You might say that in your particular case that does not happen, since you are not illegally altering state and your overridden method is protected, not public, but the problem is that any person touching this code needs a very clear understanding of all these things happening under the hood, happening in places other than your current code. During maintenance it is easy to make a serious mistake, particularly when you or some other developer, comes back here to make changes, possibly months or even years after this was originally defined, and having lost context of all these dangers somebody introduces a bug that will be really hard to find and fix.
If it is in fact exactly as you are showing us, and there is no significant part of the picture missing, then the code that you have to maintain is bad, and maintenance of bad code is very troublesome.
Invoking an overridable from within a constructor is legal, but it is very bad practice, because the overridable will be invoked on a descendant whose constructor has not yet been invoked, which is catastrophic. It may not matter in trivial examples, where descendants have empty constructors, but it is bound to cause major trouble later, when things become more complicated, and a descendant suddenly one day needs to have a non-empty constructor.
And with the passage of time things do tend to become more complicated.
A halfway decent IDE would have issued a big fat warning on the invocation of the overridable from within the constructor. This in turn means that the code was written with an insufficient number of warnings enabled, which probably means that it is full of problems of this kind.
The correct terminology for this method override included in the object constructor is: Wrong.

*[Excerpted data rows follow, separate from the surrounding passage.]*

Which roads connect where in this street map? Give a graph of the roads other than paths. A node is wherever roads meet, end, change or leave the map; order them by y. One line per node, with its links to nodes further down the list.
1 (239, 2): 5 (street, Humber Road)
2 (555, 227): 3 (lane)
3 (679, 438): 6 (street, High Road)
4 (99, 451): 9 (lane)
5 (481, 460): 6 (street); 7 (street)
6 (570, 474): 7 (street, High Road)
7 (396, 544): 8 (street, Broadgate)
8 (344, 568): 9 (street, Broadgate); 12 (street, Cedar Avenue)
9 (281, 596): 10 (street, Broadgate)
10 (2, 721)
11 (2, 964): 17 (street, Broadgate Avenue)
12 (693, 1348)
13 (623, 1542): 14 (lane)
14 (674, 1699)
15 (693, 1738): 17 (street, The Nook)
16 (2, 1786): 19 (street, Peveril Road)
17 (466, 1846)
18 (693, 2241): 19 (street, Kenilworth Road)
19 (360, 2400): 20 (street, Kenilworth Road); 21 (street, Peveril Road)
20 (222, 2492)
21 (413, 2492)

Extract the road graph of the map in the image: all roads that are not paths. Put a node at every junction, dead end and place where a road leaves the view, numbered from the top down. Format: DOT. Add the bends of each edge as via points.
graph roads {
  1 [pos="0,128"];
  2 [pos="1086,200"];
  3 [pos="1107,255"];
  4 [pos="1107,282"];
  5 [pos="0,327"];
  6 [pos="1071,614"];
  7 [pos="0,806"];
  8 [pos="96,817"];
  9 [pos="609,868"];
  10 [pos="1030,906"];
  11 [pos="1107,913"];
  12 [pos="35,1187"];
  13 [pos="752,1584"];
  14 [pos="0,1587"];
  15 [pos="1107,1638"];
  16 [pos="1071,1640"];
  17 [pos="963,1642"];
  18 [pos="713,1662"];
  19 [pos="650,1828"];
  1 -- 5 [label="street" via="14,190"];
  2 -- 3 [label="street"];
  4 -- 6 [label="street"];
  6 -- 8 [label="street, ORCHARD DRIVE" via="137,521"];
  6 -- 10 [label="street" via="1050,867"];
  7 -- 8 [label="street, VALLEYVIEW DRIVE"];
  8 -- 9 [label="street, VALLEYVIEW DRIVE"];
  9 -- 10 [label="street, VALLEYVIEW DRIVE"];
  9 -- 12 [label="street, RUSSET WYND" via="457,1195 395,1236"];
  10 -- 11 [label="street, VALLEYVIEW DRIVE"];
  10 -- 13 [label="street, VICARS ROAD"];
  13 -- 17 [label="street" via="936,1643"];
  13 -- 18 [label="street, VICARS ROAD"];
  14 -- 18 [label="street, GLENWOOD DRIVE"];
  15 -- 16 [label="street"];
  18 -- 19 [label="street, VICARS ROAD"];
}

You cannot correct this without some major refactoring. Either the model needs to be passed as a constructor parameter, or the constructor must live with the fact that the model cannot be known at all during construction.
Your question about "dynamically" overriding methods is a bit strange, and it is probably unnecessarily complicating things. Virtual method dispatching is done internally by means of a virtual method table. Each class has its own virtual method table, which never changes. However, when a constructor executes, the this
pointer points to the actual (descendant) instance, so the virtual method table in effect is that of the descendant. So, when the constructor calls an overridable, the overridable of the descendant is invoked.
That's different from C++, where the virtual method table in effect at construction time is the virtual method table of the class declaring the constructor, (irrespective of whether it has been subclassed,) so when you call a virtual method from within a C++ constructor you are not invoking any overriding methods.